What are the major differences between government and MC (not public sector)?

I have never worked in government (much less the US public sector!) so I'm not entitled to answer. Yet I feel differences would be HUGE: in MC bureaucracy is kept to a minimum whereas proactivity counts far more than seniority. So if you can't bear public, you should research MC.

How many women executive-levels do you see? Is it not that many or a decent amount?


Definitely not that many. Out of 22 partners in my office, only 2 are women. Few girls at the manager level too. 80-20 split at the junior level (yet I've yet to meet a girl who I think could be a lifer, and many tell me of their plans "for when I leave"). Discount this for Italy's despicable cultural attitude towards female work, it's still strong evidence.

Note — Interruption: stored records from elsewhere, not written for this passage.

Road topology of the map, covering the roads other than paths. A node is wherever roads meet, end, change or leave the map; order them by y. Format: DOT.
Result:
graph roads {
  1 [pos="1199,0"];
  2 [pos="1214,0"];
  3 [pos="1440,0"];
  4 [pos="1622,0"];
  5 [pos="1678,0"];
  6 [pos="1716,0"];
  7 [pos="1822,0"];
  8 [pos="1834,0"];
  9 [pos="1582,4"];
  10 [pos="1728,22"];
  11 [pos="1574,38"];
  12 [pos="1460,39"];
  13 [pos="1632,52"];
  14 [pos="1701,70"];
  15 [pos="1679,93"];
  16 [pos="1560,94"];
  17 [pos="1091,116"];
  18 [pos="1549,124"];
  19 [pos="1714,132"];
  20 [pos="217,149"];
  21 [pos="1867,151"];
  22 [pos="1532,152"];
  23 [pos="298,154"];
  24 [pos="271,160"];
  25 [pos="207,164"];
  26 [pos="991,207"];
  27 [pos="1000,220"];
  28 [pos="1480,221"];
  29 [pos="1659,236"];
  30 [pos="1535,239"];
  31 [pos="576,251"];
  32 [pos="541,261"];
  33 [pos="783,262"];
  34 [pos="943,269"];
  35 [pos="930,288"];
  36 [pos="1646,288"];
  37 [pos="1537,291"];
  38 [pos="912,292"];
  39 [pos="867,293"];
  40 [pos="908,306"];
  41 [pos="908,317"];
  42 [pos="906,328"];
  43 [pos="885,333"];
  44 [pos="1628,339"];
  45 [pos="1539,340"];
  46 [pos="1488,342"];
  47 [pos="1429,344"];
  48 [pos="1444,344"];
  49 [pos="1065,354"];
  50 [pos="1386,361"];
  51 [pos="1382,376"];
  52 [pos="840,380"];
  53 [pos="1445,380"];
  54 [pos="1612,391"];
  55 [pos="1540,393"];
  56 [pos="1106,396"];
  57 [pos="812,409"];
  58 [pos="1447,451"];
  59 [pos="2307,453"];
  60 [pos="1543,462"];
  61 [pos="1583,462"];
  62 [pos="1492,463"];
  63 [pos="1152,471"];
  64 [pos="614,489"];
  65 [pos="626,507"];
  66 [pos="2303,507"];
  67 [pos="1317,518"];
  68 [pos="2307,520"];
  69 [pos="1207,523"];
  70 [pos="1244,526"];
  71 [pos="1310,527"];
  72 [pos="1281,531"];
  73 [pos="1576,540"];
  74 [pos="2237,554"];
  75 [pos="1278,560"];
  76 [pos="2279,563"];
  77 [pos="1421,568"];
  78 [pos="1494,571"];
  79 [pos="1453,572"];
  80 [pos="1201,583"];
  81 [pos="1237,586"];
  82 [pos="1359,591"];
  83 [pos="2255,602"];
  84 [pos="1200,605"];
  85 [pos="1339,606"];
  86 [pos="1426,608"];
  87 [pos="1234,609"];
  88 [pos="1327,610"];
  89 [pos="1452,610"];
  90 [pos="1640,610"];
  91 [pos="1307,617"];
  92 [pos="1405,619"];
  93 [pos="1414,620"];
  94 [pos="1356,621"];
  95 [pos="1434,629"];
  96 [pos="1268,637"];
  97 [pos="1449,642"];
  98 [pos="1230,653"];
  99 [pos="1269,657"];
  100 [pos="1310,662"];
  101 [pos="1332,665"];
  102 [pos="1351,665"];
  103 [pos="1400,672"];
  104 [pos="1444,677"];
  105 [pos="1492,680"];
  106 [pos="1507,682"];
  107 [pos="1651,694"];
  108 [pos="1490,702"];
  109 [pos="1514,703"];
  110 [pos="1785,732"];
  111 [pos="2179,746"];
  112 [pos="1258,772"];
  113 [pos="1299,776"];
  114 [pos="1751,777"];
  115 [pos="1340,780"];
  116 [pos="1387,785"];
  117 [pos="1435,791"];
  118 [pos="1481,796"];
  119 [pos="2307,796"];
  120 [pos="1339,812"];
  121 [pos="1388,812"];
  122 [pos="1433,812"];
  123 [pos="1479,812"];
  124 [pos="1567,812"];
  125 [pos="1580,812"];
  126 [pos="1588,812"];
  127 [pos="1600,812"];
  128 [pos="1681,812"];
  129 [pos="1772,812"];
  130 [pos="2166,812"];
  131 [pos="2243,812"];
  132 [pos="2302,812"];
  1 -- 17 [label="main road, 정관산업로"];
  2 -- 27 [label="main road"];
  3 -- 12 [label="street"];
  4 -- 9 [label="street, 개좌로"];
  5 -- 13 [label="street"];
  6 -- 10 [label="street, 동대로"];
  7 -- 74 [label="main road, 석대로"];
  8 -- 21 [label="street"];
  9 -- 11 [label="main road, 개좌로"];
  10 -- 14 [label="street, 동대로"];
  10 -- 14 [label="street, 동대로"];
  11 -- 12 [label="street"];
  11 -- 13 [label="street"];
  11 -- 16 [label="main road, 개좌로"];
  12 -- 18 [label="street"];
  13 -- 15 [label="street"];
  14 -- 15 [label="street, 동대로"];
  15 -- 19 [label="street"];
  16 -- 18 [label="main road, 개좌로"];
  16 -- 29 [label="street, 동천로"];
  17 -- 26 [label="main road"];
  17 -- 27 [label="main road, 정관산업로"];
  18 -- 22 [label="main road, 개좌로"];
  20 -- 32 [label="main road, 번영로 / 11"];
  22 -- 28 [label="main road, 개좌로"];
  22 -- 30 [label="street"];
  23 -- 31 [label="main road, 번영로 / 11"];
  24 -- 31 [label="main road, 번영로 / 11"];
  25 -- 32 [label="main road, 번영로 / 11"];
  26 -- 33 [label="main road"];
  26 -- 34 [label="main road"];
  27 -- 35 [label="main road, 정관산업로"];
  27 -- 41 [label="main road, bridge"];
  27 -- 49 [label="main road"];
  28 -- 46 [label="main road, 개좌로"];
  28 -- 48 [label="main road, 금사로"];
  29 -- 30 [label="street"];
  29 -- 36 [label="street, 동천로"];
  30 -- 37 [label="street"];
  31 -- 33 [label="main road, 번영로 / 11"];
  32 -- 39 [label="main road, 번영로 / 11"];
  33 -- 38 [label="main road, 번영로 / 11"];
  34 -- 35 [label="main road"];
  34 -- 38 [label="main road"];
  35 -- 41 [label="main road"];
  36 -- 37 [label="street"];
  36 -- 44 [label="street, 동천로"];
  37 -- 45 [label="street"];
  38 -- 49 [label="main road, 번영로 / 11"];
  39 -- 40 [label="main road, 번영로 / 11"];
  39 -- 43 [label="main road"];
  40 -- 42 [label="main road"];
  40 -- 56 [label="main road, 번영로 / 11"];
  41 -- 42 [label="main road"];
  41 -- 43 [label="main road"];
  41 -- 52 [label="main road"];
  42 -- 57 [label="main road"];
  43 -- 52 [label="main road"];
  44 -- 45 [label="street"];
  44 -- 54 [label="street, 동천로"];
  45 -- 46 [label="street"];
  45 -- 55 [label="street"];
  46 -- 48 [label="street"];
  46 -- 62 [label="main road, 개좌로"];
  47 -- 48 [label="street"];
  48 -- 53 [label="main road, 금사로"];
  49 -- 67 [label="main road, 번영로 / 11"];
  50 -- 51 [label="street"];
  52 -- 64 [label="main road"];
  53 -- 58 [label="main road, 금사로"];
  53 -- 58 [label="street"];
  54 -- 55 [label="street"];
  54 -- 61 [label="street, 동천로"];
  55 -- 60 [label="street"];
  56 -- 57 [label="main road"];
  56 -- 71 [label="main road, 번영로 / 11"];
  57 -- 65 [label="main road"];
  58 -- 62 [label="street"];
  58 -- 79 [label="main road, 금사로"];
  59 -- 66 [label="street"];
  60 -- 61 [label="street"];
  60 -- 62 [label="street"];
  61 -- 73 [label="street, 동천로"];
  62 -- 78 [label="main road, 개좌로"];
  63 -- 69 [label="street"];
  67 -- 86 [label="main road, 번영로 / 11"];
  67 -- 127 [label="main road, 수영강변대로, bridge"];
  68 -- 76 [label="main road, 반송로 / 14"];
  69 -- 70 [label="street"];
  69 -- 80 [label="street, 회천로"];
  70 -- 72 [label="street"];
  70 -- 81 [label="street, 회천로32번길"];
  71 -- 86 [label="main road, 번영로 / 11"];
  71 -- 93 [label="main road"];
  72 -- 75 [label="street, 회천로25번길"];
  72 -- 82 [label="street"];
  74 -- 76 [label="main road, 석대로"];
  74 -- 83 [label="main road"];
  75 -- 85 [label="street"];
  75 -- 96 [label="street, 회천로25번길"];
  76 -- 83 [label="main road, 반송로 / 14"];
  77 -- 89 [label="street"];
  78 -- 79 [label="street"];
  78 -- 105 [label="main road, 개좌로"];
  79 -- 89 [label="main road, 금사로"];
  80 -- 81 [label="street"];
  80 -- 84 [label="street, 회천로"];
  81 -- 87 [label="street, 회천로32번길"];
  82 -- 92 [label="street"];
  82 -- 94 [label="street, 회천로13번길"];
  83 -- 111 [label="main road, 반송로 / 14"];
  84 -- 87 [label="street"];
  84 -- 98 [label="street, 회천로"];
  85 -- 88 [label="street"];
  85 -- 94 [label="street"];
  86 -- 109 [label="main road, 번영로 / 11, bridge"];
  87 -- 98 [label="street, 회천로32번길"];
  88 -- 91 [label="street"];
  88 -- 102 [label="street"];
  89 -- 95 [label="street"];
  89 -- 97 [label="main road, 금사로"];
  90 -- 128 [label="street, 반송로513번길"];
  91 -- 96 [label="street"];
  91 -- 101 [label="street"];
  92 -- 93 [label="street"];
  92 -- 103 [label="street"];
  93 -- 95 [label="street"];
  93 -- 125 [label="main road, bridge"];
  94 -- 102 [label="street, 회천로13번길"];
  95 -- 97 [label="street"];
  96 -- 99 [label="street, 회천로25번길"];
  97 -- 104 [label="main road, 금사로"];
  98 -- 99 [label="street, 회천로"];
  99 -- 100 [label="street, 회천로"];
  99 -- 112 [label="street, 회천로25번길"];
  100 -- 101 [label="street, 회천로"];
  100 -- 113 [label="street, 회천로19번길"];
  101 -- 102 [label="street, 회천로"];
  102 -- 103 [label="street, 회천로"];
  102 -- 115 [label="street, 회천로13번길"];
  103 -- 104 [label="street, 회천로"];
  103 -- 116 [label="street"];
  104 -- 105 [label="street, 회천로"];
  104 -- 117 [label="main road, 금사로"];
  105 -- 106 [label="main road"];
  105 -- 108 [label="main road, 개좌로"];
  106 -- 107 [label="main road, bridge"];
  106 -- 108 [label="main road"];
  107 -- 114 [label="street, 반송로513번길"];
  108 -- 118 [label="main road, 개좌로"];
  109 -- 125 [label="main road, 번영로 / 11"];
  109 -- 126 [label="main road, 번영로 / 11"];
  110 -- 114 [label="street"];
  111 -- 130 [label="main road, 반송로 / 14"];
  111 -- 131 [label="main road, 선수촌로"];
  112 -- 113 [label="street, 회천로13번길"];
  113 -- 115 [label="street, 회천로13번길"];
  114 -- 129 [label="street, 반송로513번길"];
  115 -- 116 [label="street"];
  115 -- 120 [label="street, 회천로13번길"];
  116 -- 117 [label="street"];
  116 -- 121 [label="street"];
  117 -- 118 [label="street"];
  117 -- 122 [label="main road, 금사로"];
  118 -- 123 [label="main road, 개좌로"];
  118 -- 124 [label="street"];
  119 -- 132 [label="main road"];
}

Two main factors: a) MC does not play well with children, it really does not unless you have a stay-at-home dad. Most managers and partners have their wives at home. b) MC seems to call for a "manly" attitude. I am grossly generalizing here, but selling like a rabbit, as directors do, does not quite appeal to a woman. Women tend to have more definite career goals/dreams and even those who do really well as analysts/associates usually leave to pursue them. They are also less money sensitive, again for cultural reasons that will change over time but slowly.

I would go as far as to say that if you are a woman and you are undecided about MC, then it's not for you. If you are a man, by the way, it's exactly the same.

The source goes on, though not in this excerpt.